Coding 2025-05-23

By Max Woerner Chase

Okay, here's a little more detail on the state of things.

My goal was to be able to represent, say, both the simply-typed lambda calculus, and System F, with as much code sharing as I can. In particular, there is a lot of common structure between them, and a lot of common evaluation logic. But the differences between them are problematic if they're represented in "normal-looking" code. Because System F has more kinds of node than the simply-typed lambda calculus, not all valid System F expressions are valid expressions in the simply-typed lambda calculus. If we figure that the expressions of simply-typed lambda calculus would make up a subset of the expressions of System F, then that means that the representation of System F must be a superclass of the representation of the simply-typed lambda calculus? But removing node types by subclassing is counter-intuitive, and if the evaluation logic is represented by methods (normal and obvious object-oriented practice), then subclassing in either direction introduces Liskov/variance issues.
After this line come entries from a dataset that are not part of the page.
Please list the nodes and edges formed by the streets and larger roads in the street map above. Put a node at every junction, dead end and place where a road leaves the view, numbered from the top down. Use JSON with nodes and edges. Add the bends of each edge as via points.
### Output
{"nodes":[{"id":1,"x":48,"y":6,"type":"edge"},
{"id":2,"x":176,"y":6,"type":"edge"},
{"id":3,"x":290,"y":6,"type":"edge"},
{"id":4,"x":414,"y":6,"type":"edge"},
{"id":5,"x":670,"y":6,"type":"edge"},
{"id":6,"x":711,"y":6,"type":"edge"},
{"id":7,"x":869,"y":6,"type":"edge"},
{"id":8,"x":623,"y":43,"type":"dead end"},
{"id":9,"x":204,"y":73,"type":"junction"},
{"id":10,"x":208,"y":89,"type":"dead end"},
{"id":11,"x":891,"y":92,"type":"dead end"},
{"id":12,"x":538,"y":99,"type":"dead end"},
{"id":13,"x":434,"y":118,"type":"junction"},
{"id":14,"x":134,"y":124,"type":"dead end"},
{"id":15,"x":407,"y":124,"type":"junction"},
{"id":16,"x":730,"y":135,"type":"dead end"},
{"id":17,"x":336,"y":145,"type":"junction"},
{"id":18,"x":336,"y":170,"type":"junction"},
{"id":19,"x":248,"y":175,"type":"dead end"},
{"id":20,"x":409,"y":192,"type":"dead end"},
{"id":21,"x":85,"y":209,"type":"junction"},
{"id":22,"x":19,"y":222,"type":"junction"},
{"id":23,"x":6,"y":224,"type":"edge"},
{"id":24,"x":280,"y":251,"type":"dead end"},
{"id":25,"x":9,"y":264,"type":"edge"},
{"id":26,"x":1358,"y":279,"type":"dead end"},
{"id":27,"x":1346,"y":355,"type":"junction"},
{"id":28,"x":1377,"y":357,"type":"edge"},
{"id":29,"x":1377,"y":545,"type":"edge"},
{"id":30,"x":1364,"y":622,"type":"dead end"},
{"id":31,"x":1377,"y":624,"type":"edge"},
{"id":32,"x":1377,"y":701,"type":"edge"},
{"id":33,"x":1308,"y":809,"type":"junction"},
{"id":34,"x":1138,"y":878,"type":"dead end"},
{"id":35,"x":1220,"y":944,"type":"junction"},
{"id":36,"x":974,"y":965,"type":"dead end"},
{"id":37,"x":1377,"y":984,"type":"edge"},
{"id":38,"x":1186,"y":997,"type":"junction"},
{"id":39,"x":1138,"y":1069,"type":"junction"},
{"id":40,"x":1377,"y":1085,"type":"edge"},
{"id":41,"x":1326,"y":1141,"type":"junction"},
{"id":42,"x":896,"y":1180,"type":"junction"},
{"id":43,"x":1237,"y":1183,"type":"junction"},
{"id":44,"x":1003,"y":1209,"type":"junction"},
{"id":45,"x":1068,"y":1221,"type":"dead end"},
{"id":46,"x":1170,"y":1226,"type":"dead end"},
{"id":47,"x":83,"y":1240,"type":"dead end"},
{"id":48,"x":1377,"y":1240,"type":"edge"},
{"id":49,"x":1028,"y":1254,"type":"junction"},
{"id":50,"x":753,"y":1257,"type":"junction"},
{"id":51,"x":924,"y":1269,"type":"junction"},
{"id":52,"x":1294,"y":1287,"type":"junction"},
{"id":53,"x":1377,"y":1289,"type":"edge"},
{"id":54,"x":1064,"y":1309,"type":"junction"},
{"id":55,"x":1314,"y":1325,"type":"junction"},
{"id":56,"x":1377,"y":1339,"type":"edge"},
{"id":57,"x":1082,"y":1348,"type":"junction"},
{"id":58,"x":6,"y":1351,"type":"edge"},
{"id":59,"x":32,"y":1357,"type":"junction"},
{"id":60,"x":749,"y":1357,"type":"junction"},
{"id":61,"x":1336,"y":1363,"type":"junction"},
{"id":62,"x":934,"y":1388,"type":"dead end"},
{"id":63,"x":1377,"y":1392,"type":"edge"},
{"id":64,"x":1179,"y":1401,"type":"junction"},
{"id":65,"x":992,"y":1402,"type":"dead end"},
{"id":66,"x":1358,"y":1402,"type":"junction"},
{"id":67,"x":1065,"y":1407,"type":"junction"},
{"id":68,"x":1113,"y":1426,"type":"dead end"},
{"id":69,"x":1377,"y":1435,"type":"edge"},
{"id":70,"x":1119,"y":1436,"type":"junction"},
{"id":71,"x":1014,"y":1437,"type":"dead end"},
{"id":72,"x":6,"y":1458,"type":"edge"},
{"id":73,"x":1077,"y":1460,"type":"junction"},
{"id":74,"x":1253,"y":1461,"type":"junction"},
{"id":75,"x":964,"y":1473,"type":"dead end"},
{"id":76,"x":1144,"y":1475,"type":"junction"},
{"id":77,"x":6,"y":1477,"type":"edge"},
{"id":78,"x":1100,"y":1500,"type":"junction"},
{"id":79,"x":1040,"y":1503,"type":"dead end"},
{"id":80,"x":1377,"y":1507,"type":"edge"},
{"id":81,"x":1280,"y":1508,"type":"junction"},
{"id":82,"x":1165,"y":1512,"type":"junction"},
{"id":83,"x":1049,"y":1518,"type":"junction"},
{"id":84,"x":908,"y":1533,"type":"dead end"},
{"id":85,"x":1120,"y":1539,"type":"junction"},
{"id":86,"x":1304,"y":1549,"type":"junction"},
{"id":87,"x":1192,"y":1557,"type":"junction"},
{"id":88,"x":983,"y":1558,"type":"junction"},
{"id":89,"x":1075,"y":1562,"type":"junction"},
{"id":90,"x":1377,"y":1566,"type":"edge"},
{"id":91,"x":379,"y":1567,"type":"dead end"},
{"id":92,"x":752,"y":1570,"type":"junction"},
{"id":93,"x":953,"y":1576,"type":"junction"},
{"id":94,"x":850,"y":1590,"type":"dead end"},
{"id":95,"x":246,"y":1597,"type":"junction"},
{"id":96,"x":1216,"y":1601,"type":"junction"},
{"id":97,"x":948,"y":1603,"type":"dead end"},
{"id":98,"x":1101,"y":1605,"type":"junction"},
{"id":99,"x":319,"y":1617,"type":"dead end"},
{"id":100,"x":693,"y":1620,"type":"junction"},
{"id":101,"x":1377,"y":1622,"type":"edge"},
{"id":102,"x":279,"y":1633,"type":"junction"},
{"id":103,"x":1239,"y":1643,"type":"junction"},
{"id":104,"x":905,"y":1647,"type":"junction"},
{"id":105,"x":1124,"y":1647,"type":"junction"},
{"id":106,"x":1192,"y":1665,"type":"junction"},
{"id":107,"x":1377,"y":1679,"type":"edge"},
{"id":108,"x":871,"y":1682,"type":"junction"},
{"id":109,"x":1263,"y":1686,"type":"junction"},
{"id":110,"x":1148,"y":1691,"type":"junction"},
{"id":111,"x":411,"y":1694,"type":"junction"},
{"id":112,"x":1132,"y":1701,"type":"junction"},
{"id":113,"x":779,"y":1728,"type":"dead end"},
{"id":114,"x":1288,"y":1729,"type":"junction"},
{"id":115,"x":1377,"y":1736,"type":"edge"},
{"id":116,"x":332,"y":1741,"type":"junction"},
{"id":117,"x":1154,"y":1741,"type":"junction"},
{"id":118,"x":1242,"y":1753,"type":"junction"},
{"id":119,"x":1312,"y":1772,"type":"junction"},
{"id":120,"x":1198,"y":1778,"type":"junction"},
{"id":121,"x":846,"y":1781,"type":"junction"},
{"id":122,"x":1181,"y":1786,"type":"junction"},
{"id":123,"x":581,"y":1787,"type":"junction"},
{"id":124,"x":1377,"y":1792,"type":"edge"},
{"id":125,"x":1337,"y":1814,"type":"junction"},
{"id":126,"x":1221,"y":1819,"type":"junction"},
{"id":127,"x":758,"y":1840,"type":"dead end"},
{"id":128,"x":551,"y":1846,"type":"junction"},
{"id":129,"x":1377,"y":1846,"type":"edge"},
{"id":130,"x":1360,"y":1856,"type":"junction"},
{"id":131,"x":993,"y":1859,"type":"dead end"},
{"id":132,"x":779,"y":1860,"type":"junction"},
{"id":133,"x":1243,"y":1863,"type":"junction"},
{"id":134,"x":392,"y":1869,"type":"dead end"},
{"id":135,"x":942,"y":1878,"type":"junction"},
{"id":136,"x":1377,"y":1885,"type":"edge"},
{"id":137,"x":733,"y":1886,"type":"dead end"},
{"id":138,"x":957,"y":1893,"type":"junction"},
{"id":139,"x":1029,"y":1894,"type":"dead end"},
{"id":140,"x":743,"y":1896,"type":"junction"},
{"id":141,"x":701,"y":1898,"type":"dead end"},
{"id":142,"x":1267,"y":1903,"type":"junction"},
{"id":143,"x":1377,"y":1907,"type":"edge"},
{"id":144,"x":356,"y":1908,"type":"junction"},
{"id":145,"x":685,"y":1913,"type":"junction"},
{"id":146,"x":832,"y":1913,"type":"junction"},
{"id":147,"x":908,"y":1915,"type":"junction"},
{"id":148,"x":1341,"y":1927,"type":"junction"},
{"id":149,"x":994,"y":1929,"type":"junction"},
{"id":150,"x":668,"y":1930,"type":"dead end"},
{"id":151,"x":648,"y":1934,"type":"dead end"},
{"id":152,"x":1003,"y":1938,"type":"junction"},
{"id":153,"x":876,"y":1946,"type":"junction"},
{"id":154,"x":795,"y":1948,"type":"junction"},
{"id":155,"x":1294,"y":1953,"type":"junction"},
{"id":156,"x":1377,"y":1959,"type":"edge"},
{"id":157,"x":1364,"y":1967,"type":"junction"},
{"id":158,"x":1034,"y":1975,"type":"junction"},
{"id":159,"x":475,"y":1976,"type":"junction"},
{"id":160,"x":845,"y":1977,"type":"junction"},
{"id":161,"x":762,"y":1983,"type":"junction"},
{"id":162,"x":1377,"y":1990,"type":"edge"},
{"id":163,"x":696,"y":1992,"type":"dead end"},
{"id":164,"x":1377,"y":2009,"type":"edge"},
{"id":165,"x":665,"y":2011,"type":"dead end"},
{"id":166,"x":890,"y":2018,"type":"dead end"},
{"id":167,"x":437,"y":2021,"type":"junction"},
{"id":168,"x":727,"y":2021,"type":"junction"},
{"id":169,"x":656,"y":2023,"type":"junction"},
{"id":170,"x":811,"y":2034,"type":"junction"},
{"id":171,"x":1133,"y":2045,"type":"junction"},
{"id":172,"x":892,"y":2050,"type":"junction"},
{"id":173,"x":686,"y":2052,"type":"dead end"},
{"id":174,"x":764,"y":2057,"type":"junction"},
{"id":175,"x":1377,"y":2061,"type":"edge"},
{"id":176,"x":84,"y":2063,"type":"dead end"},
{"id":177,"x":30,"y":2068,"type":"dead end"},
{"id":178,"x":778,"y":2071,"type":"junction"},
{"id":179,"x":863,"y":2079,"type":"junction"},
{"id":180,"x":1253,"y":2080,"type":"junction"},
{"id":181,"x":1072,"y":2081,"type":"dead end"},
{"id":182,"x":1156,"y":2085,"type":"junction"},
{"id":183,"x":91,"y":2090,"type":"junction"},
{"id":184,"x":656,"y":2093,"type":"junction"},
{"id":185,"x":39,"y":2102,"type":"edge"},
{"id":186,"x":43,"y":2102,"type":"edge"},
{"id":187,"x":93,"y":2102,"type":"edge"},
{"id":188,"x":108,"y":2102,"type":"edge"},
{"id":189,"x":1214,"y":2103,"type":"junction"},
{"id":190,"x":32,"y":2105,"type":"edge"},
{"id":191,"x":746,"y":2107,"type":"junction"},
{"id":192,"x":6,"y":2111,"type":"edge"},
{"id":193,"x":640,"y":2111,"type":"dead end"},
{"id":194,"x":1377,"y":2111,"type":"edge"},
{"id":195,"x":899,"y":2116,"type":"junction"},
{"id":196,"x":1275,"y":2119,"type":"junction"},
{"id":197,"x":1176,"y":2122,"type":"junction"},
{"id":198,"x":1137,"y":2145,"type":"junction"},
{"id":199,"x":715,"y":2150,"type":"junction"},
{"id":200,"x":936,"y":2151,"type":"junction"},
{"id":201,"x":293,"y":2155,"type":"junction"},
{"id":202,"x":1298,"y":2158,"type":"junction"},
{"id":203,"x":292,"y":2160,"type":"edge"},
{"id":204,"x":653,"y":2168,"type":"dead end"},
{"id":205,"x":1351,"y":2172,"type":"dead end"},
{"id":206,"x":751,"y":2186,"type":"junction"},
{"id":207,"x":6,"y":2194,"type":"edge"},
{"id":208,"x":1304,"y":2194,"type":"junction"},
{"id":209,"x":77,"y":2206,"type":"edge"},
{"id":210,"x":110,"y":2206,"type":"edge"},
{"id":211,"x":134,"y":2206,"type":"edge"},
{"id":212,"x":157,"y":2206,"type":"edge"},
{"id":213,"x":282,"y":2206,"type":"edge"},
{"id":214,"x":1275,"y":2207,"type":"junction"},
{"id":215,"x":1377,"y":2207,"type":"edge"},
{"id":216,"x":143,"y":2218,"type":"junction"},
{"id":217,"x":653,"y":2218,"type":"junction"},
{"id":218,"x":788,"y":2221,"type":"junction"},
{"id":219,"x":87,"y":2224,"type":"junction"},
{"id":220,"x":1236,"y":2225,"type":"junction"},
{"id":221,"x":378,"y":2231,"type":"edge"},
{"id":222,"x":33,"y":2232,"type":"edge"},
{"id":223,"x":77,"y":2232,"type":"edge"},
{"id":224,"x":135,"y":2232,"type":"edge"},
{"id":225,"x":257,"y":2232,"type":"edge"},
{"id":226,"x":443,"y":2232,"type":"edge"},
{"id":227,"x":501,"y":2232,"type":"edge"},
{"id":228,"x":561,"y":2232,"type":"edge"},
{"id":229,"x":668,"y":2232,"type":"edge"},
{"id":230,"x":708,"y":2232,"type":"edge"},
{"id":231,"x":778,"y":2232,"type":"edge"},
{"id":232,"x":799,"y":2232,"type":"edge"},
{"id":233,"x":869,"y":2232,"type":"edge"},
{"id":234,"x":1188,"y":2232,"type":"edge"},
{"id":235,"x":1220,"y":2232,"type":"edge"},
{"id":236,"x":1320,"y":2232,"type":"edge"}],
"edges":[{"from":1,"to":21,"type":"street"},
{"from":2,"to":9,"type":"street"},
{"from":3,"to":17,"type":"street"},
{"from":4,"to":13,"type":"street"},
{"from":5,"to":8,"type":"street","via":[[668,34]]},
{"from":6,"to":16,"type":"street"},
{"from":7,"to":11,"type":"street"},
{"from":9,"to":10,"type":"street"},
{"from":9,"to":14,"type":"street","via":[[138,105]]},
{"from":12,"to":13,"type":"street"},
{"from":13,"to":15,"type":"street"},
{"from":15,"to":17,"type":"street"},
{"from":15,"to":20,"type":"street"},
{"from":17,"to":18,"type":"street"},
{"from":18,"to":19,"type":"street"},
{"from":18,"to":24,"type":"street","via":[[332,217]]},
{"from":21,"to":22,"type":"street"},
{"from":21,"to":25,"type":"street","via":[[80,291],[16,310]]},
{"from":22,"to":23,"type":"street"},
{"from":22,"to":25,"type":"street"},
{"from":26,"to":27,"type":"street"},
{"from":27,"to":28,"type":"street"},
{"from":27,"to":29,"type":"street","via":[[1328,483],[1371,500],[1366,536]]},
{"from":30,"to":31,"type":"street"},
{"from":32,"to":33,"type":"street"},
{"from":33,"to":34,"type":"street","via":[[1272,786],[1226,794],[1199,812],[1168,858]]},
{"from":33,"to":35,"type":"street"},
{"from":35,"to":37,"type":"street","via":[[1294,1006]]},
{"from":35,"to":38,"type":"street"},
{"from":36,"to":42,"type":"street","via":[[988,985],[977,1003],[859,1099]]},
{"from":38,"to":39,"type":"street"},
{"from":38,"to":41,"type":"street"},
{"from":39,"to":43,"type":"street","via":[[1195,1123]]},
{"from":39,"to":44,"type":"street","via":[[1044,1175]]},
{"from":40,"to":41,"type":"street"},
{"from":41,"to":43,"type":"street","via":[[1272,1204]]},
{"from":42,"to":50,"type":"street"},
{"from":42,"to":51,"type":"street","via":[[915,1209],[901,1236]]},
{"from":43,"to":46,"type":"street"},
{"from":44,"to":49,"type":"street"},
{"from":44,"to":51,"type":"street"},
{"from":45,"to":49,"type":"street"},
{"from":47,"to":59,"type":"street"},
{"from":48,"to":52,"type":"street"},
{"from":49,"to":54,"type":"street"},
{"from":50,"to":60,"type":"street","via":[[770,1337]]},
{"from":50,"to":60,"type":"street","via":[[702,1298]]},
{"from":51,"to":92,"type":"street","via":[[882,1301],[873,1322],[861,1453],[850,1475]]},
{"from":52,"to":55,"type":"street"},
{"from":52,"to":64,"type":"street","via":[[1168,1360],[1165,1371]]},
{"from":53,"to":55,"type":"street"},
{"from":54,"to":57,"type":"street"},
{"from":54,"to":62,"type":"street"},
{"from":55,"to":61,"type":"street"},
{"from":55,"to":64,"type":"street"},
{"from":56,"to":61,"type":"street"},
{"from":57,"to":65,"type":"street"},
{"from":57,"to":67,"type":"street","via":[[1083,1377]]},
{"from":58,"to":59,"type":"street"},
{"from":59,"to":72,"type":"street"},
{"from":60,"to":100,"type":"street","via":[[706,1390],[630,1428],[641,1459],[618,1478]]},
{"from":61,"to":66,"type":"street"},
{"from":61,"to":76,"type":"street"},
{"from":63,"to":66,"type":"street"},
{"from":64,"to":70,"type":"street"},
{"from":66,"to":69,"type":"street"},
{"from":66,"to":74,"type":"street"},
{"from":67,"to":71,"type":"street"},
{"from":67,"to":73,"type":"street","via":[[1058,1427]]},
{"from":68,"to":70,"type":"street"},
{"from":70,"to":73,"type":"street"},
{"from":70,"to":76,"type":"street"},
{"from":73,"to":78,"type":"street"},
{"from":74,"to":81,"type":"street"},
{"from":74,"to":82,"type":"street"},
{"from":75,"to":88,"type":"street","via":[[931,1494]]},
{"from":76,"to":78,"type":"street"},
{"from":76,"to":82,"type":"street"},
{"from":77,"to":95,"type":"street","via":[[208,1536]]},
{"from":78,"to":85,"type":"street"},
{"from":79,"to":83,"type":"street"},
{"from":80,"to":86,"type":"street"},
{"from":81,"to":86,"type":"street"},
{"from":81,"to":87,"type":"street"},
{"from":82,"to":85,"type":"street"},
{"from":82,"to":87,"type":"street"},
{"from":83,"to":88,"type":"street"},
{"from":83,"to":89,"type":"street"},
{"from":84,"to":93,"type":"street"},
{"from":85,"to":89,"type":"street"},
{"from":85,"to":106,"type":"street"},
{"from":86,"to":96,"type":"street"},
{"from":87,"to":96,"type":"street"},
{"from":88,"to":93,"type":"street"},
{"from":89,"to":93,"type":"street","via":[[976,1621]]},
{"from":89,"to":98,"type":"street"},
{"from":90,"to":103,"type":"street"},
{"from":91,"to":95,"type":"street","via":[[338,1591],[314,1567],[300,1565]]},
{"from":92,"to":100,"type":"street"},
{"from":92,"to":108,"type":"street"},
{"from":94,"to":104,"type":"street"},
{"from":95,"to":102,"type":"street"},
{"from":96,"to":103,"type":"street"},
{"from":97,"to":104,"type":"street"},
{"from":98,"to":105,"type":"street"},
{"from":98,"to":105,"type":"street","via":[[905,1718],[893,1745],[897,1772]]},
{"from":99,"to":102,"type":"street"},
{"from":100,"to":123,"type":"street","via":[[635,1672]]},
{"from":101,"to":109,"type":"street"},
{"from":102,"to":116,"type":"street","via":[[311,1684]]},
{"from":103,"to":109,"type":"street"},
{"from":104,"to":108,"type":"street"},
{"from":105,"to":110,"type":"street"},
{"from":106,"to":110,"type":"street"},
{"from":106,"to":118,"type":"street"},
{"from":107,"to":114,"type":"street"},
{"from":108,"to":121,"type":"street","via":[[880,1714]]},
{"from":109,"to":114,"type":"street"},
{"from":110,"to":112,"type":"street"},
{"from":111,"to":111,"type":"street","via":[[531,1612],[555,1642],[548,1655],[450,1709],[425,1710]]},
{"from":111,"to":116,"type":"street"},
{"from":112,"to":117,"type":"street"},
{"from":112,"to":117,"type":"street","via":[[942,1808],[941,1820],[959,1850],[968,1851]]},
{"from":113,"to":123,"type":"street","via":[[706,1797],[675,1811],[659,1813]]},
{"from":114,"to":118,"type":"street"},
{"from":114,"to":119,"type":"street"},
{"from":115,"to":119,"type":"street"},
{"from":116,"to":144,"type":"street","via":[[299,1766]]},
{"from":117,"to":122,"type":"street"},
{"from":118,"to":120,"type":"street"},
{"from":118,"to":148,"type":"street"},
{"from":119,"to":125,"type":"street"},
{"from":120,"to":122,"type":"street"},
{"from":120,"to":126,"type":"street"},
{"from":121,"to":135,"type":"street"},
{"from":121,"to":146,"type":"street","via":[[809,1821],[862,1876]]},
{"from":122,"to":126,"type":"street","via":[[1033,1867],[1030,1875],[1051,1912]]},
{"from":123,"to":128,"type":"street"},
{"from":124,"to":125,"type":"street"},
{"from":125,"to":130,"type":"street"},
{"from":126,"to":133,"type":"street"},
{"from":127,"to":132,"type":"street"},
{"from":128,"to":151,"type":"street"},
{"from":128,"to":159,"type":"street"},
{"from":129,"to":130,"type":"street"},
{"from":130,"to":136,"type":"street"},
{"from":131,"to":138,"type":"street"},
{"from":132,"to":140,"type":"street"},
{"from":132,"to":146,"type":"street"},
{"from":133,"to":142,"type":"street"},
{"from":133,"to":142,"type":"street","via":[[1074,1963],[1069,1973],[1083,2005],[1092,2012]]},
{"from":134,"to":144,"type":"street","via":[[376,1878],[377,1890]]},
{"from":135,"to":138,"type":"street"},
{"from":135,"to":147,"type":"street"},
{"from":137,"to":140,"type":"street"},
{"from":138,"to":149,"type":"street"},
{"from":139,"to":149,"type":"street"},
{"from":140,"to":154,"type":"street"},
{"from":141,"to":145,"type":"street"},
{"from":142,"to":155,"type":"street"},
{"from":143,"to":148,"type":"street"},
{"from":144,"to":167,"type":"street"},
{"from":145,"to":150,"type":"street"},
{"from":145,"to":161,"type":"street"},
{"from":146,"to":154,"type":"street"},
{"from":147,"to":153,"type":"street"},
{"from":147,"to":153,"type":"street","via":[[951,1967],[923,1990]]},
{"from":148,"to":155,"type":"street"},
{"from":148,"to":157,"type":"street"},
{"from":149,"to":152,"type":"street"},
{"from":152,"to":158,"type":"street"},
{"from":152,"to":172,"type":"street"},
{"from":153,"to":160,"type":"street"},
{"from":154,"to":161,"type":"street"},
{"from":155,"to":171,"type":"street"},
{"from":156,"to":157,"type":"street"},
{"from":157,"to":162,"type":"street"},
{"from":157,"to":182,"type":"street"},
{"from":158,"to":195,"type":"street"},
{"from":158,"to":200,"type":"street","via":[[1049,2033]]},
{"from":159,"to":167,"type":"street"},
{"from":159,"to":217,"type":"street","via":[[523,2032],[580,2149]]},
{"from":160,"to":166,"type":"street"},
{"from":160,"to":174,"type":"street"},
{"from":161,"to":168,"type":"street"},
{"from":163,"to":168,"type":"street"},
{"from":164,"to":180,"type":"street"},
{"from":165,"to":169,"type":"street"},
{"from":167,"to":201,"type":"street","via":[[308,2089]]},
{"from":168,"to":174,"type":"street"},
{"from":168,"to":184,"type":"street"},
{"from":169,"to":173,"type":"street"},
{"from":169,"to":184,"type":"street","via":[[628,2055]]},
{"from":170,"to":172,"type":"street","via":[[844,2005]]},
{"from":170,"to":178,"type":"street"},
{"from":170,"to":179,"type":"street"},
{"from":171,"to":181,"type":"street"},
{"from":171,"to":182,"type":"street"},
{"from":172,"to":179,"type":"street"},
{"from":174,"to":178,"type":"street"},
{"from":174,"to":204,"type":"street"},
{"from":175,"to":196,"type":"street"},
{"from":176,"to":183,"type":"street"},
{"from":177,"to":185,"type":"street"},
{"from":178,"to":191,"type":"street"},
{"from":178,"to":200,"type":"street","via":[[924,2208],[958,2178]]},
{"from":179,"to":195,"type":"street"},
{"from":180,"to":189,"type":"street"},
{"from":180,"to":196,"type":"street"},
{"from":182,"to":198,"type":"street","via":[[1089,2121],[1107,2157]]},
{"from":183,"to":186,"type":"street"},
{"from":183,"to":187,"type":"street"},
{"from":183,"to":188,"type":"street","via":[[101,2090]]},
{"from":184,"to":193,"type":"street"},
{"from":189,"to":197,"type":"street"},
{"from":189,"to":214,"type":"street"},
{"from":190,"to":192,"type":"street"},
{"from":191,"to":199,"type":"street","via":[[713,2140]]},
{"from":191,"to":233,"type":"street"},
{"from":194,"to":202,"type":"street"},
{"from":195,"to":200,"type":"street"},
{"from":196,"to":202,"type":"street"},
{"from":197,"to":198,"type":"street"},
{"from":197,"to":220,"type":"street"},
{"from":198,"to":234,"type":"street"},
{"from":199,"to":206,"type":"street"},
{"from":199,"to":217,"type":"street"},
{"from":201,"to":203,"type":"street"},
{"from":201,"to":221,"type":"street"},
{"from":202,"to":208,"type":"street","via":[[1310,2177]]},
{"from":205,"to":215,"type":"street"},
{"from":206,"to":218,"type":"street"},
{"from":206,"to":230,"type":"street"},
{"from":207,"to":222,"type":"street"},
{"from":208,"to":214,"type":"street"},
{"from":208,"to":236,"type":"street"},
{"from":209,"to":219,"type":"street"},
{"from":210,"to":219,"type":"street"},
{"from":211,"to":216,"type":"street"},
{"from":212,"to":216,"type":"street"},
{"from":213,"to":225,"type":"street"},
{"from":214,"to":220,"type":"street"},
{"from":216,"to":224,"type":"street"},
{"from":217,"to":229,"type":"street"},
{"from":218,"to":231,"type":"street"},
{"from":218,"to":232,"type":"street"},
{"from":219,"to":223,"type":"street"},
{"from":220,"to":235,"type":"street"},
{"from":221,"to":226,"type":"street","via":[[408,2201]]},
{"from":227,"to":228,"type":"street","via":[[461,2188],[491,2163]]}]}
So, we're not going to be able to reuse that common evaluation logic or structure through subclassing. What then?

I'll be honest, this next part's a bit of a haze, and I went down some weird dead ends, so let's skip ahead a little.

Due to various paper-cuts, I ended up not trusting the individual nodes with any logic outside of, like, alternative constructors, attrs validators, and stringification. Everything else, I converted from properties and methods to a bunch of singledispatch functions that all call each other recursively and interact with some global constants and functions. So, this delivers the same functionality that I had before, and has made all of the node types lean, at least. (Although, note that I've lost some type-checking robustness because it's not checking that all necessary types are registered. It would be good to find some way to guarantee that...) But how to allow for trees made up of different types?

Well, here's my plan, which I haven't tried yet, but I'm pretty sure will work:

I can define recursive type aliases, so what if I replace every union of node types in a node type definition, with a type variable? Then, to restore the original tree structure, I create type aliases to the filled-in versions of the nodes, then union those aliases together to get the parameter to fill into the generic version. To add more nodes, I simply add more types to the union.

But now let's consider the evaluation code. Sure, some evaluation code is now reusable, like determining the type information associated with a constant node, but most of these singledispatch functions refer back to each other in a recursive manner, that makes them unsuitable for reuse. If only we could somehow defer the reference, via some form of late binding...

It's a class. I'm taking all of these singledispatch functions and global constants, and sticking them in a class and turning them into singledispatchmethod classmethods.

Now, it'd be really neat if subclassing were practical now, but it is, for a few reasons at different theoretical levels, not. Instead, my current plan is to rewrite these functions to be generic, and then have the singledispatch machinery fill in the concrete types. (I mean, assuming Mypy cares. At runtime, this stuff is just all going to vibe.) Then, I can just call the register methods inline instead of as decorators. (I feel like this whole thing should work, but I'm also acutely aware that Mypy's singledispatchmethod support has (or, hopefully, had) some weird and confusing sharp edges and holes.)

Anyway, the basic idea for reuse is to define Protocols that lay out the methods and attributes that must exist on the concrete classes, parameterized of course. Then, at long last, we actually have a situation in this project where subclassing is appropriate.

Hopefully, I'll have the energy tomorrow to properly try this, but until then, I've at least got this stuff outlined.

Good night.